Assignment: Write out every entry below exactly as it appears. Pictures do not belong in the copy.

Data for processing:
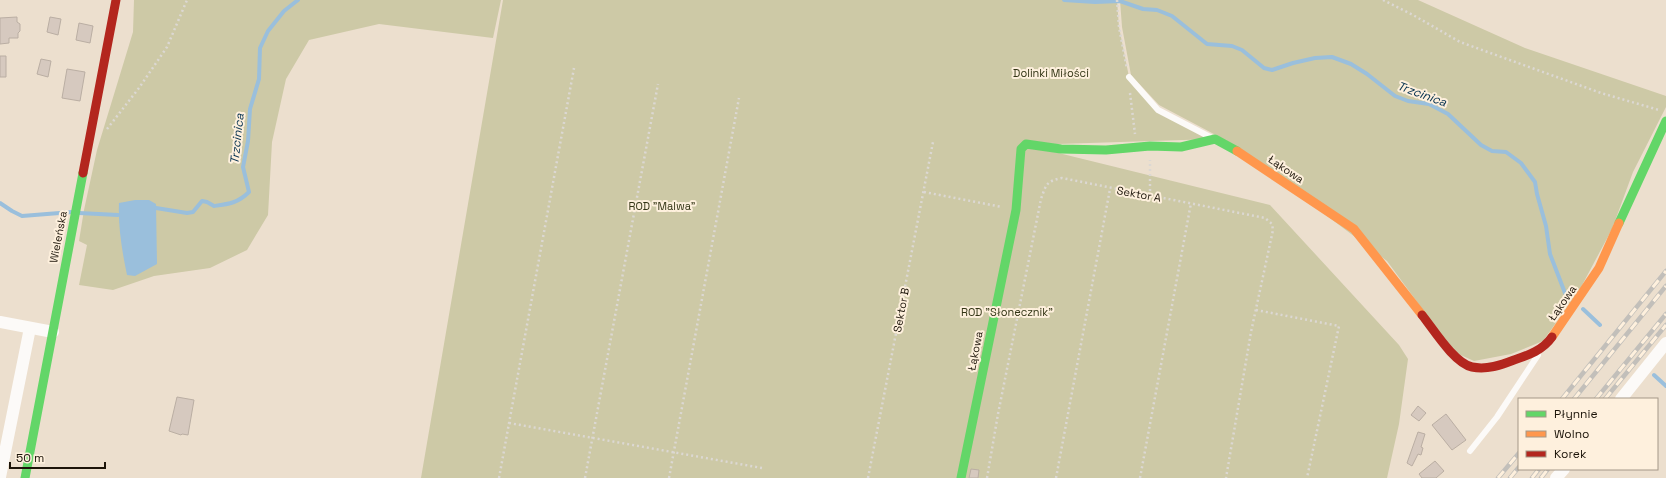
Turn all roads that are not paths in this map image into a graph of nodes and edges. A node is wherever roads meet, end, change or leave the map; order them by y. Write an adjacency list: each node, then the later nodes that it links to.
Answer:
1 (116, 0): 7 (street, Wieleńska)
2 (1129, 77): 4 (lane)
3 (1666, 121): 9 (street, Łąkowa)
4 (1215, 139): 9 (street, Łąkowa); 15 (street, Łąkowa)
5 (0, 322): 6 (street)
6 (30, 328): 7 (street); 13 (street)
7 (52, 332): 14 (street, Wieleńska)
8 (1666, 343): 10 (street)
9 (1538, 351): 11 (lane)
10 (1622, 398)
11 (1470, 451)
12 (1563, 470): 16 (street)
13 (0, 477)
14 (25, 478)
15 (961, 478)
16 (1556, 478)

Task result:
Turn all roads that are not paths in this map image into a graph of nodes and edges. A node is wherever roads meet, end, change or leave the map; order them by y. Write an adjacency list: each node, then the later nodes that it links to.
Answer:
1 (116, 0): 7 (street, Wieleńska)
2 (1129, 77): 4 (lane)
3 (1666, 121): 9 (street, Łąkowa)
4 (1215, 139): 9 (street, Łąkowa); 15 (street, Łąkowa)
5 (0, 322): 6 (street)
6 (30, 328): 7 (street); 13 (street)
7 (52, 332): 14 (street, Wieleńska)
8 (1666, 343): 10 (street)
9 (1538, 351): 11 (lane)
10 (1622, 398)
11 (1470, 451)
12 (1563, 470): 16 (street)
13 (0, 477)
14 (25, 478)
15 (961, 478)
16 (1556, 478)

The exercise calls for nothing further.